Engaging idea, right? Given that a heat pump is more effective than a gas heater at higher temperatures, the dual fuel system defaults to a heat pump on milder days. Gas is more effective for larger heating loads, so the dual fuel system uses gas when temperatures get actually low.
So would we. Truth, however, is a bit more complex. Nowadays, double fuel isn't necessarily more energy effective than its most popular options for every home all of the time. In reality - and this is just our viewpoint, mind you - the concern of "upgrading" to dual fuel heating equipment must actually have less to do with expense and more to do with comfort.
Or not. Our group can assist you make an informed decision. Most dual fuel systems are set up so that electrical energy warms your house when the outdoor temperature is higher than 40 degrees. When it dips listed below 40 degrees, natural gas heat starts. The thinking is that it's overkill to warm your home with gas when things are "cold, but not that cold." Heatpump operate pretty efficiently in those conditions, and utilizing gas actually costs more.

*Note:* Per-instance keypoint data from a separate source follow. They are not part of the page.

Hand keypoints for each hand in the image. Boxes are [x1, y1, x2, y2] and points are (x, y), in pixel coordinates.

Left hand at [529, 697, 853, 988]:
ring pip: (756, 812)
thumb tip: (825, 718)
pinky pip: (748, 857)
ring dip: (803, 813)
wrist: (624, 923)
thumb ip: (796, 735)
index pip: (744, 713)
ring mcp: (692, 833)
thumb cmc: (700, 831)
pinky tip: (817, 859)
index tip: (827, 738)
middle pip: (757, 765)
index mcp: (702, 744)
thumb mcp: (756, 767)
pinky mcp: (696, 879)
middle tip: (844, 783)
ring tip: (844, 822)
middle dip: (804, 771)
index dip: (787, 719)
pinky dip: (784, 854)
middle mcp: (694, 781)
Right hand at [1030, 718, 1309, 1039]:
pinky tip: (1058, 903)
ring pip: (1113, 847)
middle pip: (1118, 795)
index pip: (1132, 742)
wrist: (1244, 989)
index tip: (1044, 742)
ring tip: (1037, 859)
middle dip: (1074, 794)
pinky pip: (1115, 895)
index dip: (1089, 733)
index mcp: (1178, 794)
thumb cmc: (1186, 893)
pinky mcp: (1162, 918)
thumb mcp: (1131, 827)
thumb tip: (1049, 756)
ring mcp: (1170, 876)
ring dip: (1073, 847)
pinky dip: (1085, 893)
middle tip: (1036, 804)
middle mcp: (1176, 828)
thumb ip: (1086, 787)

In theory, it gives you the best of both worlds. But things are changing. Over the last few years, gas rates have taken a serious nosedive - heating unit. Like it or not, fracking has actually made it simpler and more cost effective to extract gas from mother earth. The outcome for customers is that it's cheaper to heat your home with gas than at any other time in recent memory, even when temperatures exceed 40 degrees.
If your perception of heat pumps is that they're painfully expensive to operate in super-cold weather, you need to get a load (pun meant) of what's on the marketplace today. In many cases, house owners with new heatpump do not have to stress over expensive "additional," "resistance," or "strip" heat desolating their electrical bills.

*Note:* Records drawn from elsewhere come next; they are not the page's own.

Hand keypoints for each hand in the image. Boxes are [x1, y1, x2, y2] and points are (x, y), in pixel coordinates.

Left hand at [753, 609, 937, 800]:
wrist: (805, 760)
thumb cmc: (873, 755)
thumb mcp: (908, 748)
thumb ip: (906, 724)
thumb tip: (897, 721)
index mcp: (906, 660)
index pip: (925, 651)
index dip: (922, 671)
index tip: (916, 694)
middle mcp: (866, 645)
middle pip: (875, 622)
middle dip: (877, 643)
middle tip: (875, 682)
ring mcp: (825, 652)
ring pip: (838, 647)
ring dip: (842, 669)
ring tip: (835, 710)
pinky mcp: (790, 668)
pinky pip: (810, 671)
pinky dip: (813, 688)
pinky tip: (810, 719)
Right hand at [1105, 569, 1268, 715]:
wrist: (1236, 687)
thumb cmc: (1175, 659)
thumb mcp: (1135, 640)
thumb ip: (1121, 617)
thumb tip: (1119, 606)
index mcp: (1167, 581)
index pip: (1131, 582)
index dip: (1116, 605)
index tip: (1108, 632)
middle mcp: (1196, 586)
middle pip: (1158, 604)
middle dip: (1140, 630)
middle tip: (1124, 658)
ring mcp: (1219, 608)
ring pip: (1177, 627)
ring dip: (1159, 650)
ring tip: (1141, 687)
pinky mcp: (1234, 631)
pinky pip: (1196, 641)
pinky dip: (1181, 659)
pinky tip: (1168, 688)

Even individuals in Vermont use electrical energy to warm their houses nowadays! Crazy, right? Here's what all of this means for dual fuel heating: If you currently have natural gas lines linked to your home, it might be more cost-efficient to stick to an all-gas heating system. If you're changing an old heatpump, going with a modern, energy-efficient heatpump probably makes more sense than dual fuel.
Up until now, things aren't looking so excellent for double fuel any longer (heating unit). If there the efficiency gains aren't as terrific as we believed, does dual fuel still serve a function? We suggest dual fuel heat in this circumstance: Your home becomes exceedingly dry in the fall and winter, leaving you with annoyingly dry skin.
With gas, the temperature level of the air coming out of your vents will often be higher than your body temperature. By contrast, heat produced by heat pumps in some cases feels cool (home heating). It isn't cool - it's warmer than the ambient temperature - but it feels that way because your body temperature level is higher than the temperature of the air produced by the heat pump.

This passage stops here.